§ **Exercise**: Copy out every record below exactly as written, but leave out any pictures.

++++ The input

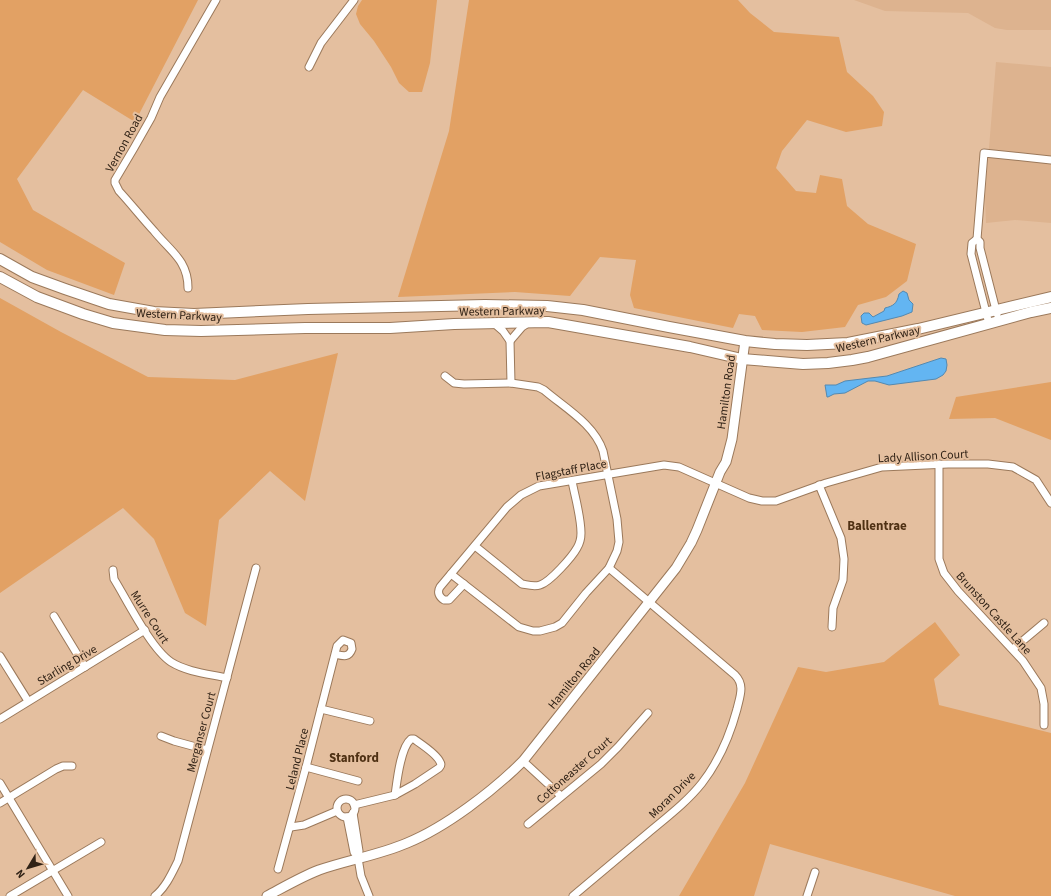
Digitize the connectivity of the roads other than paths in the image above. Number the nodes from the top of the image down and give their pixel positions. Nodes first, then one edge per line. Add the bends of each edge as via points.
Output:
1 (216, 0) edge
2 (354, 0) edge
3 (309, 67) dead end
4 (1051, 160) edge
5 (0, 259) edge
6 (0, 277) edge
7 (188, 288) dead end
8 (1051, 297) edge
9 (1051, 308) edge
10 (300, 309) junction
11 (991, 311) junction
12 (528, 322) junction
13 (994, 322) junction
14 (495, 324) junction
15 (301, 328) junction
16 (745, 340) junction
17 (510, 341) junction
18 (742, 359) junction
19 (445, 376) dead end
20 (511, 383) junction
21 (939, 464) junction
22 (608, 474) junction
23 (572, 481) junction
24 (716, 484) junction
25 (818, 485) junction
26 (1051, 503) edge
27 (475, 546) junction
28 (256, 568) dead end
29 (609, 568) junction
30 (113, 570) dead end
31 (451, 574) junction
32 (464, 584) junction
33 (650, 601) junction
34 (54, 616) dead end
35 (1044, 623) dead end
36 (832, 627) dead end
37 (145, 630) junction
38 (1013, 649) junction
39 (335, 654) dead end
40 (0, 656) edge
41 (85, 667) junction
42 (227, 678) junction
43 (28, 701) junction
44 (320, 709) junction
45 (648, 713) dead end
46 (0, 719) edge
47 (370, 721) dead end
48 (1044, 725) dead end
49 (161, 736) dead end
50 (207, 750) junction
51 (523, 760) junction
52 (72, 766) dead end
53 (306, 768) junction
54 (358, 781) dead end
55 (0, 783) edge
56 (395, 795) junction
57 (561, 796) junction
58 (9, 798) junction
59 (0, 803) edge
60 (354, 805) junction
61 (337, 811) junction
62 (350, 815) junction
63 (528, 824) dead end
64 (291, 826) junction
65 (101, 842) dead end
66 (358, 858) junction
67 (278, 869) dead end
68 (53, 870) junction
69 (815, 872) dead end
70 (10, 896) edge
71 (68, 896) edge
72 (155, 896) edge
73 (267, 896) edge
74 (369, 896) edge
75 (573, 896) edge
76 (807, 896) edge

1 - 7 street, Vernon Road via 114,180 119,191 176,254 182,263
2 - 3 street via 321,43
4 - 11 street via 984,153 977,238 980,242
5 - 10 main road, Western Parkway via 32,277 65,289 109,304 154,312 194,314
6 - 15 main road, Western Parkway via 37,297 114,323 201,331
8 - 11 main road, Western Parkway
9 - 13 main road, Western Parkway
10 - 15 main road
10 - 16 main road, Western Parkway via 547,306 583,310
11 - 13 street
11 - 13 street
11 - 16 main road, Western Parkway via 848,343 800,345
12 - 14 main road, Western Parkway
12 - 17 street
12 - 18 main road, Western Parkway via 548,322 690,347
13 - 18 main road, Western Parkway via 852,360 803,364
14 - 15 main road, Western Parkway
14 - 17 street
16 - 18 street, Hamilton Road
17 - 20 street
18 - 24 street, Hamilton Road via 732,439 726,462
19 - 20 street via 454,383
20 - 22 street via 541,389 593,431 600,440
21 - 25 street, Lady Allison Court via 882,467
21 - 26 street, Lady Allison Court via 1013,467 1036,480
21 - 38 street, Brunston Castle Lane via 939,559 944,573
22 - 23 street, Flagstaff Place
22 - 24 street, Flagstaff Place via 664,465 679,467
22 - 29 street via 619,542 617,553
23 - 27 street, Flagstaff Place via 540,486 519,496 506,507
23 - 27 street via 581,532 580,542 577,549 547,582 530,586 522,584
24 - 25 street, Lady Allison Court via 762,501 776,501
24 - 33 street, Hamilton Road via 691,543 676,568
25 - 36 street via 841,538 844,559 843,580 833,608
27 - 31 street, Flagstaff Place
28 - 42 street, Merganser Court
29 - 32 street via 562,623 540,631 525,630 512,624
29 - 33 street
30 - 37 street, Murre Court via 114,579
31 - 32 street
31 - 32 street, Flagstaff Place via 438,590 441,598 451,598
33 - 51 street, Hamilton Road
33 - 75 street, Moran Drive via 740,679 741,693 734,722 721,754 702,783 672,813
34 - 41 street
35 - 38 street
37 - 41 street, Starling Drive
37 - 42 street, Murre Court via 160,652 171,662
38 - 48 street, Brunston Castle Lane via 1041,688
39 - 44 street, Leland Place
40 - 43 street
41 - 43 street, Starling Drive
42 - 50 street, Merganser Court
43 - 46 street, Starling Drive
44 - 47 street
44 - 53 street, Leland Place
45 - 57 street, Cottoneaster Court via 608,758
49 - 50 street
50 - 72 street, Merganser Court via 178,860 170,878
51 - 57 street
51 - 66 street, Hamilton Road via 499,784 430,831 397,847
52 - 58 street via 56,769
53 - 54 street
53 - 64 street, Leland Place
55 - 58 street
56 - 56 street via 441,765 430,751 414,739 411,739 404,748
56 - 60 street
57 - 63 street, Cottoneaster Court
58 - 59 street
58 - 68 street
60 - 61 street via 350,800 341,800 337,805
60 - 62 street via 355,810
61 - 62 street via 341,816
61 - 64 street via 309,823
62 - 66 street via 360,851
64 - 67 street, Leland Place
65 - 68 street
66 - 73 street, Hamilton Road via 319,870
66 - 74 street
68 - 70 street
68 - 71 street
69 - 76 street

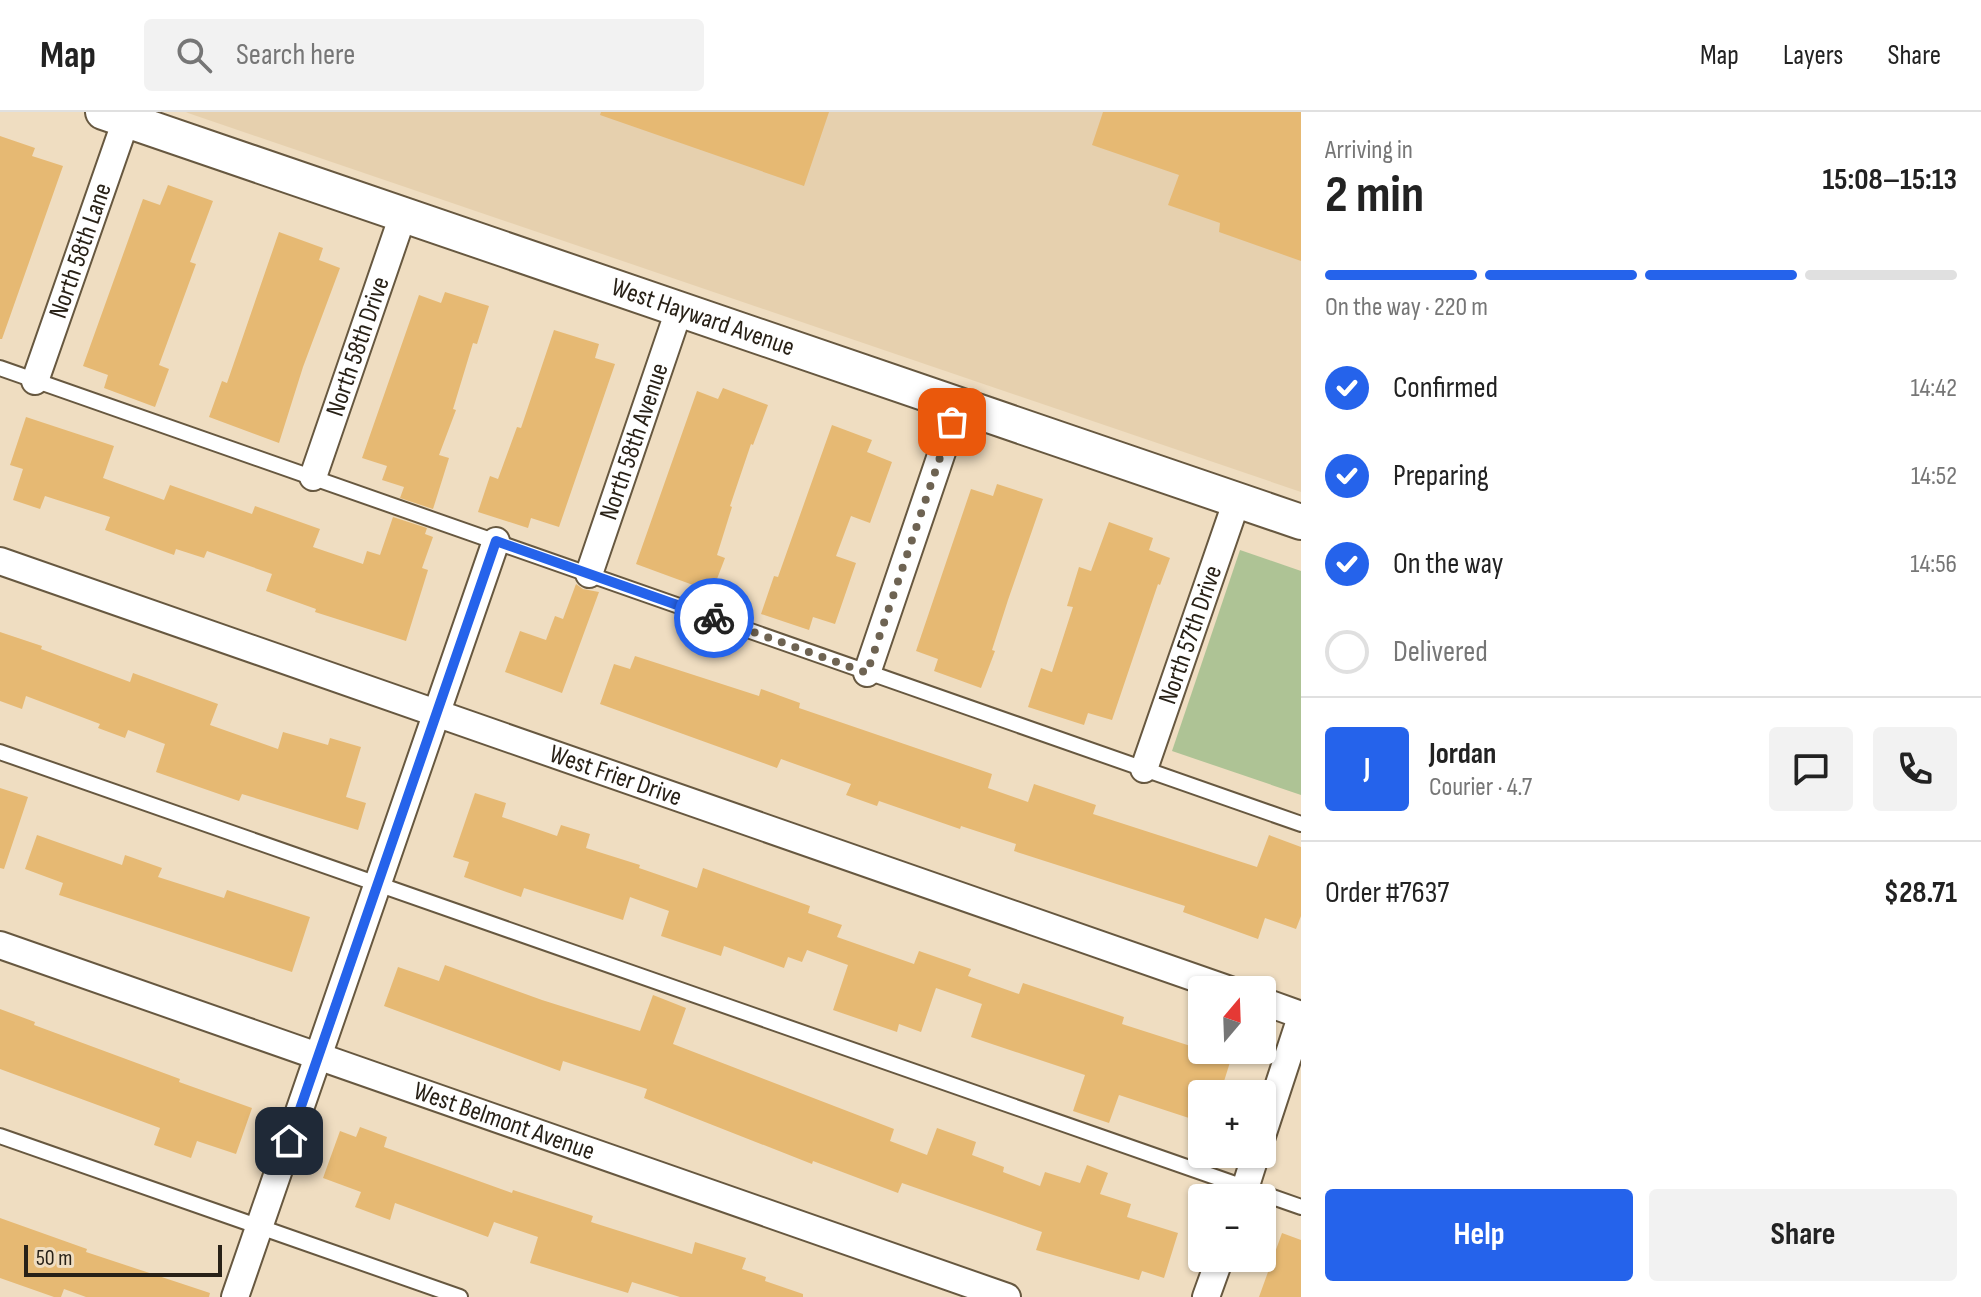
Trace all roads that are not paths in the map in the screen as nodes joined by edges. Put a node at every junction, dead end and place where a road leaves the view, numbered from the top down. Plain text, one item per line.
1 (115, 116) edge
2 (403, 215) junction
3 (679, 310) junction
4 (0, 368) edge
5 (35, 381) junction
6 (958, 405) junction
7 (313, 477) junction
8 (1237, 500) junction
9 (1301, 522) edge
10 (496, 541) junction
11 (0, 561) edge
12 (589, 574) junction
13 (867, 673) junction
14 (437, 714) junction
15 (0, 752) edge
16 (1144, 769) junction
17 (1301, 824) edge
18 (378, 884) junction
19 (0, 945) edge
20 (1190, 976) edge
21 (1276, 1006) edge
22 (1301, 1016) edge
23 (319, 1055) junction
24 (1276, 1093) edge
25 (0, 1136) edge
26 (1219, 1184) edge
27 (1276, 1201) edge
28 (1301, 1207) edge
29 (259, 1227) junction
30 (1215, 1272) edge
31 (235, 1297) edge
32 (460, 1297) edge
33 (1007, 1297) edge
34 (1206, 1297) edge

1 - 2 street, West Hayward Avenue
1 - 5 street, North 58th Lane
2 - 3 street, West Hayward Avenue
2 - 7 street, North 58th Drive
3 - 6 street, West Hayward Avenue
3 - 12 street, North 58th Avenue
4 - 5 lane
5 - 7 lane
6 - 8 street, West Hayward Avenue
6 - 13 street
7 - 10 lane
8 - 9 street, West Hayward Avenue
8 - 16 street, North 57th Drive
10 - 12 lane
10 - 14 street
11 - 14 street, West Frier Drive
12 - 13 lane
13 - 16 lane
14 - 18 street
14 - 20 street, West Frier Drive
15 - 18 lane
16 - 17 lane
18 - 23 street
18 - 26 lane
19 - 23 street, West Belmont Avenue
21 - 22 street
22 - 24 street
23 - 29 street
23 - 33 street, West Belmont Avenue
25 - 29 lane
27 - 28 lane
29 - 31 street
29 - 32 lane
30 - 34 street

++++++++

§ **Finished exercise**:
Digitize the connectivity of the roads other than paths in the image above. Number the nodes from the top of the image down and give their pixel positions. Nodes first, then one edge per line. Add the bends of each edge as via points.
Output:
1 (216, 0) edge
2 (354, 0) edge
3 (309, 67) dead end
4 (1051, 160) edge
5 (0, 259) edge
6 (0, 277) edge
7 (188, 288) dead end
8 (1051, 297) edge
9 (1051, 308) edge
10 (300, 309) junction
11 (991, 311) junction
12 (528, 322) junction
13 (994, 322) junction
14 (495, 324) junction
15 (301, 328) junction
16 (745, 340) junction
17 (510, 341) junction
18 (742, 359) junction
19 (445, 376) dead end
20 (511, 383) junction
21 (939, 464) junction
22 (608, 474) junction
23 (572, 481) junction
24 (716, 484) junction
25 (818, 485) junction
26 (1051, 503) edge
27 (475, 546) junction
28 (256, 568) dead end
29 (609, 568) junction
30 (113, 570) dead end
31 (451, 574) junction
32 (464, 584) junction
33 (650, 601) junction
34 (54, 616) dead end
35 (1044, 623) dead end
36 (832, 627) dead end
37 (145, 630) junction
38 (1013, 649) junction
39 (335, 654) dead end
40 (0, 656) edge
41 (85, 667) junction
42 (227, 678) junction
43 (28, 701) junction
44 (320, 709) junction
45 (648, 713) dead end
46 (0, 719) edge
47 (370, 721) dead end
48 (1044, 725) dead end
49 (161, 736) dead end
50 (207, 750) junction
51 (523, 760) junction
52 (72, 766) dead end
53 (306, 768) junction
54 (358, 781) dead end
55 (0, 783) edge
56 (395, 795) junction
57 (561, 796) junction
58 (9, 798) junction
59 (0, 803) edge
60 (354, 805) junction
61 (337, 811) junction
62 (350, 815) junction
63 (528, 824) dead end
64 (291, 826) junction
65 (101, 842) dead end
66 (358, 858) junction
67 (278, 869) dead end
68 (53, 870) junction
69 (815, 872) dead end
70 (10, 896) edge
71 (68, 896) edge
72 (155, 896) edge
73 (267, 896) edge
74 (369, 896) edge
75 (573, 896) edge
76 (807, 896) edge

1 - 7 street, Vernon Road via 114,180 119,191 176,254 182,263
2 - 3 street via 321,43
4 - 11 street via 984,153 977,238 980,242
5 - 10 main road, Western Parkway via 32,277 65,289 109,304 154,312 194,314
6 - 15 main road, Western Parkway via 37,297 114,323 201,331
8 - 11 main road, Western Parkway
9 - 13 main road, Western Parkway
10 - 15 main road
10 - 16 main road, Western Parkway via 547,306 583,310
11 - 13 street
11 - 13 street
11 - 16 main road, Western Parkway via 848,343 800,345
12 - 14 main road, Western Parkway
12 - 17 street
12 - 18 main road, Western Parkway via 548,322 690,347
13 - 18 main road, Western Parkway via 852,360 803,364
14 - 15 main road, Western Parkway
14 - 17 street
16 - 18 street, Hamilton Road
17 - 20 street
18 - 24 street, Hamilton Road via 732,439 726,462
19 - 20 street via 454,383
20 - 22 street via 541,389 593,431 600,440
21 - 25 street, Lady Allison Court via 882,467
21 - 26 street, Lady Allison Court via 1013,467 1036,480
21 - 38 street, Brunston Castle Lane via 939,559 944,573
22 - 23 street, Flagstaff Place
22 - 24 street, Flagstaff Place via 664,465 679,467
22 - 29 street via 619,542 617,553
23 - 27 street, Flagstaff Place via 540,486 519,496 506,507
23 - 27 street via 581,532 580,542 577,549 547,582 530,586 522,584
24 - 25 street, Lady Allison Court via 762,501 776,501
24 - 33 street, Hamilton Road via 691,543 676,568
25 - 36 street via 841,538 844,559 843,580 833,608
27 - 31 street, Flagstaff Place
28 - 42 street, Merganser Court
29 - 32 street via 562,623 540,631 525,630 512,624
29 - 33 street
30 - 37 street, Murre Court via 114,579
31 - 32 street
31 - 32 street, Flagstaff Place via 438,590 441,598 451,598
33 - 51 street, Hamilton Road
33 - 75 street, Moran Drive via 740,679 741,693 734,722 721,754 702,783 672,813
34 - 41 street
35 - 38 street
37 - 41 street, Starling Drive
37 - 42 street, Murre Court via 160,652 171,662
38 - 48 street, Brunston Castle Lane via 1041,688
39 - 44 street, Leland Place
40 - 43 street
41 - 43 street, Starling Drive
42 - 50 street, Merganser Court
43 - 46 street, Starling Drive
44 - 47 street
44 - 53 street, Leland Place
45 - 57 street, Cottoneaster Court via 608,758
49 - 50 street
50 - 72 street, Merganser Court via 178,860 170,878
51 - 57 street
51 - 66 street, Hamilton Road via 499,784 430,831 397,847
52 - 58 street via 56,769
53 - 54 street
53 - 64 street, Leland Place
55 - 58 street
56 - 56 street via 441,765 430,751 414,739 411,739 404,748
56 - 60 street
57 - 63 street, Cottoneaster Court
58 - 59 street
58 - 68 street
60 - 61 street via 350,800 341,800 337,805
60 - 62 street via 355,810
61 - 62 street via 341,816
61 - 64 street via 309,823
62 - 66 street via 360,851
64 - 67 street, Leland Place
65 - 68 street
66 - 73 street, Hamilton Road via 319,870
66 - 74 street
68 - 70 street
68 - 71 street
69 - 76 street

Trace all roads that are not paths in the map in the screen as nodes joined by edges. Put a node at every junction, dead end and place where a road leaves the view, numbered from the top down. Plain text, one item per line.
1 (115, 116) edge
2 (403, 215) junction
3 (679, 310) junction
4 (0, 368) edge
5 (35, 381) junction
6 (958, 405) junction
7 (313, 477) junction
8 (1237, 500) junction
9 (1301, 522) edge
10 (496, 541) junction
11 (0, 561) edge
12 (589, 574) junction
13 (867, 673) junction
14 (437, 714) junction
15 (0, 752) edge
16 (1144, 769) junction
17 (1301, 824) edge
18 (378, 884) junction
19 (0, 945) edge
20 (1190, 976) edge
21 (1276, 1006) edge
22 (1301, 1016) edge
23 (319, 1055) junction
24 (1276, 1093) edge
25 (0, 1136) edge
26 (1219, 1184) edge
27 (1276, 1201) edge
28 (1301, 1207) edge
29 (259, 1227) junction
30 (1215, 1272) edge
31 (235, 1297) edge
32 (460, 1297) edge
33 (1007, 1297) edge
34 (1206, 1297) edge

1 - 2 street, West Hayward Avenue
1 - 5 street, North 58th Lane
2 - 3 street, West Hayward Avenue
2 - 7 street, North 58th Drive
3 - 6 street, West Hayward Avenue
3 - 12 street, North 58th Avenue
4 - 5 lane
5 - 7 lane
6 - 8 street, West Hayward Avenue
6 - 13 street
7 - 10 lane
8 - 9 street, West Hayward Avenue
8 - 16 street, North 57th Drive
10 - 12 lane
10 - 14 street
11 - 14 street, West Frier Drive
12 - 13 lane
13 - 16 lane
14 - 18 street
14 - 20 street, West Frier Drive
15 - 18 lane
16 - 17 lane
18 - 23 street
18 - 26 lane
19 - 23 street, West Belmont Avenue
21 - 22 street
22 - 24 street
23 - 29 street
23 - 33 street, West Belmont Avenue
25 - 29 lane
27 - 28 lane
29 - 31 street
29 - 32 lane
30 - 34 street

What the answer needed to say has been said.